Lance Alworth was an extraordinary football player who changed the running
game of football, as we know it today.
He was born August 30, 1940, in Houston, Texas. His full name was Lance Dwight Alworth. While Alworth was a child, he and his family moved to Brookhaven, Mississippi, where Alworth attended the local high school. moved. In high school Alworth was an excellent athlete; he competed in basketball, baseball, football, and track. When he graduated from high school, the New York Yankees and the Pittsburgh Pirates offered Alworth a chance to play major league baseball. However, Alworth’s dad talked him into going to college to further his education. Alworth received a full football scholarship to the University of Arkansas.
Alworth was very successful in college football; he played in the Cotton, Sugar, Gator, and Hula Bowls and the College All- Star Game in Chicago. Alworth was named best in both the Cotton Bowl of 1961 and in the Hula bowl of 1962.
Lance Alworth’s professional football career started in 1962. The Oakland Raiders drafted him in the second round of the drafting process, so that they could form a trade with the head coach of the San Diego Chargers, Sid Gillman. The San Francisco 49ers tried to draft Lance from the San Diego Chargers, but Lance was persuaded to stay with the Chargers.
One day when the Chargers were practicing, one of their fullbacks named Charlie was watching Lance practice. He was very impressed with how Lance moved and how he looked. He said that with Lance’s slender upper torso and muscled legs that Lance looked like a pure breed. He gave Lance the nickname Bambi. Lance kept this nickname all the way through his professional career.
Alworth’s career was going well until he sustained a torn muscle injury while horsing around in practice in 1962. The Chargers were scared that he may not have been strong enough to sustain the hits and pressure of being in a professional football league. But Lance held up to his name. He came back in the 1963 season as a flanker and did quite well. Even though he did occasionally get hurt, Lance only missed six regular season games and the title game of 1964. He even played with fractures on both hands in 1966, without telling anybody about it until mid-season.
He was named the All-AFL offensive player for seven straight years. During these seven years of Alworth’s professional career height, Alworth caught at least one pass in every game he played and a total of 542 passes for 10,266 passing yards and scored eighty- four touchdowns.
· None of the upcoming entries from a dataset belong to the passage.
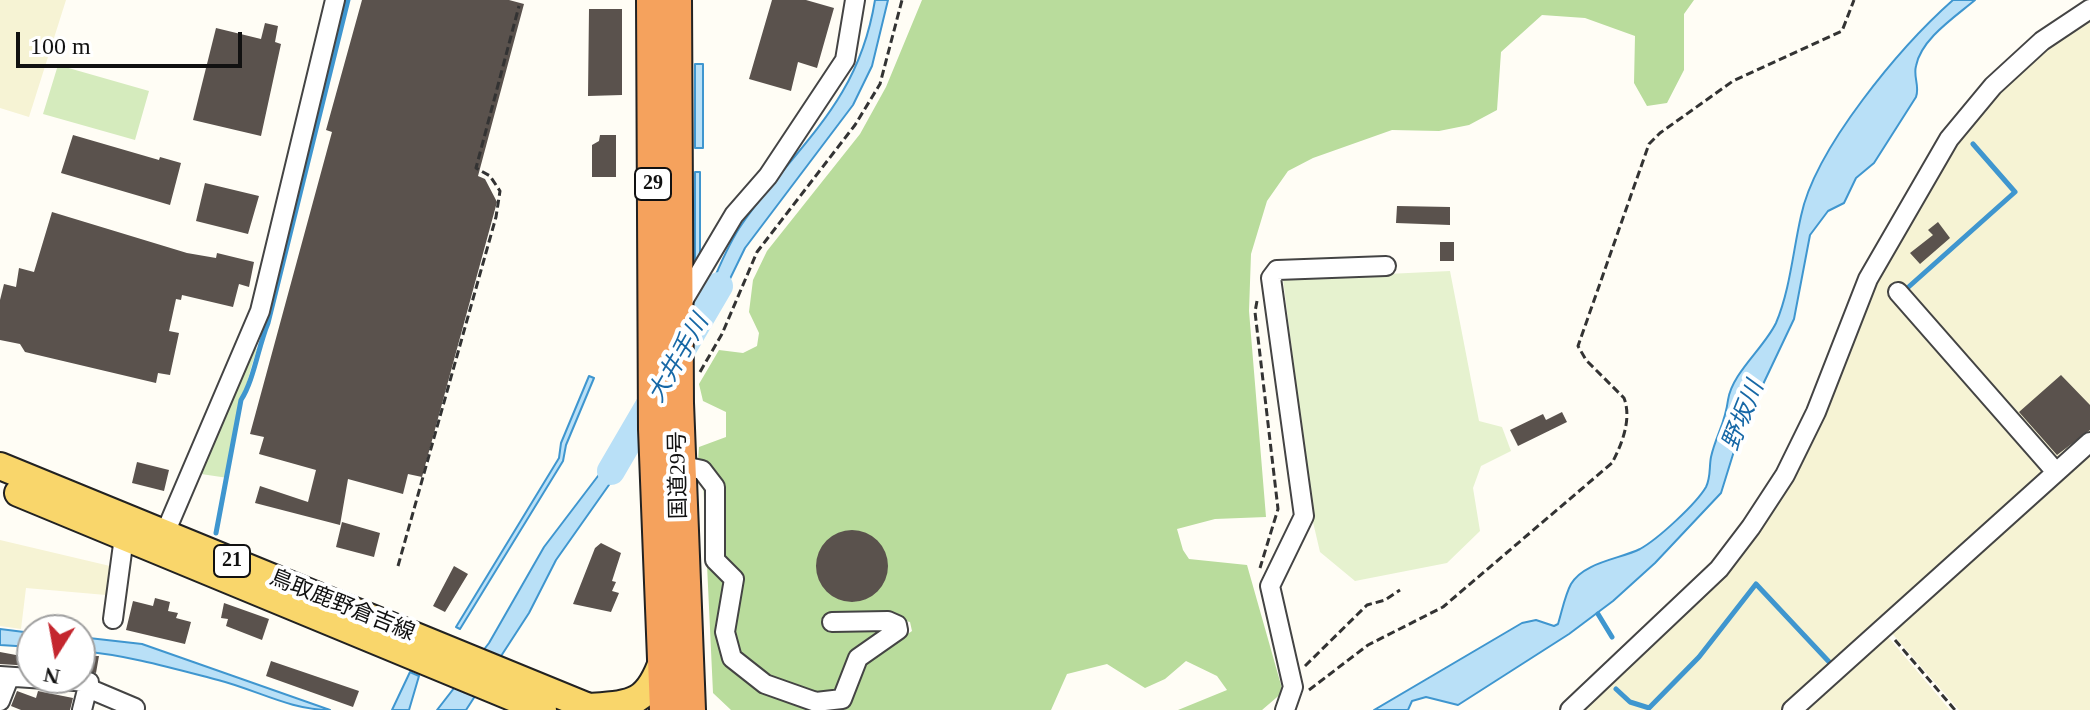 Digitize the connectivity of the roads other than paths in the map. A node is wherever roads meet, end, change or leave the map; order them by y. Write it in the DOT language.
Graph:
graph roads {
  1 [pos="335,0"];
  2 [pos="653,0"];
  3 [pos="675,0"];
  4 [pos="855,0"];
  5 [pos="2090,9"];
  6 [pos="1386,266"];
  7 [pos="1898,292"];
  8 [pos="677,319"];
  9 [pos="2090,442"];
  10 [pos="679,465"];
  11 [pos="0,466"];
  12 [pos="2056,472"];
  13 [pos="0,485"];
  14 [pos="165,533"];
  15 [pos="124,537"];
  16 [pos="113,619"];
  17 [pos="832,622"];
  18 [pos="663,657"];
  19 [pos="459,664"];
  20 [pos="4,677"];
  21 [pos="496,680"];
  22 [pos="96,692"];
  23 [pos="1289,694"];
  24 [pos="0,701"];
  25 [pos="135,708"];
  26 [pos="591,708"];
  27 [pos="543,710"];
  28 [pos="666,710"];
  29 [pos="689,710"];
  30 [pos="1570,710"];
  31 [pos="1792,710"];
  1 -- 14 [label="street"];
  2 -- 18 [label="highway, 国道29号 / 29"];
  3 -- 8 [label="highway, 国道29号 / 29"];
  4 -- 8 [label="street"];
  5 -- 30 [label="street"];
  6 -- 23 [label="street"];
  7 -- 12 [label="street"];
  8 -- 10 [label="highway, 国道29号 / 29"];
  9 -- 12 [label="street"];
  10 -- 17 [label="street"];
  10 -- 29 [label="highway, 国道29号 / 29"];
  11 -- 14 [label="main road, 鳥取鹿野倉吉線 / 21"];
  12 -- 31 [label="street"];
  13 -- 15 [label="main road, 鳥取鹿野倉吉線 / 21"];
  14 -- 19 [label="main road, 鳥取鹿野倉吉線 / 21"];
  15 -- 16 [label="street"];
  15 -- 19 [label="main road, 鳥取鹿野倉吉線 / 21"];
  18 -- 26 [label="main road"];
  18 -- 28 [label="highway, 国道29号 / 29"];
  19 -- 21 [label="main road, 鳥取鹿野倉吉線 / 21"];
  20 -- 24 [label="street"];
  21 -- 26 [label="main road, 鳥取鹿野倉吉線 / 21"];
  21 -- 27 [label="main road, 鳥取鹿野倉吉線 / 21"];
  22 -- 25 [label="street"];
}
He also won the crown for most yards gained three times: in 1966, 1968, and in 1969.
In 1970, Alworth’s career plummeted. His ninety- six game streak ended. At the end of that season, Alworth was traded to the Dallas Cowboys. The Cowboys head coach Tom Landry decided to use him as a blocker. Alworth didn’t like the position as a blocker; yet he played for them anyway. He missed the enjoyment of scoring touchdowns and running with the football. During the 1972 Super Bowl, Alworth caught the first touchdown against the Miami Dolphins. Even though the Dallas Cowboys won the game, and Alworth received a Super Bowl ring, he decided to retire from professional football at the end of the 1972 season.
After Alworth retired from professional football, he returned to San Diego with his wife of eleven years and their four children. He continued his business career. By this time he had gone bankrupt and was looking for a new investment. He drove past a group of storage buildings and decided to open some in San Diego. When Alworth got back to San Diego, he had trouble getting money from the banks because the banks didn’t believe that his idea would work. So, Alworth contacted one of his former friends from the San Diego Chargers, Glenn Gregory. Gregory gave him enough money to break even. After living very poor for years, Alworth finally opened the storage buildings in 1976. He is now the owner of twenty- six storage buildings all over the state of California.
Lance Alworth lived the life of a football legend. He had an excellent football career with many rewards and even got the honor of being the first original AFL player to elected to the Pro Football Hall of Fame.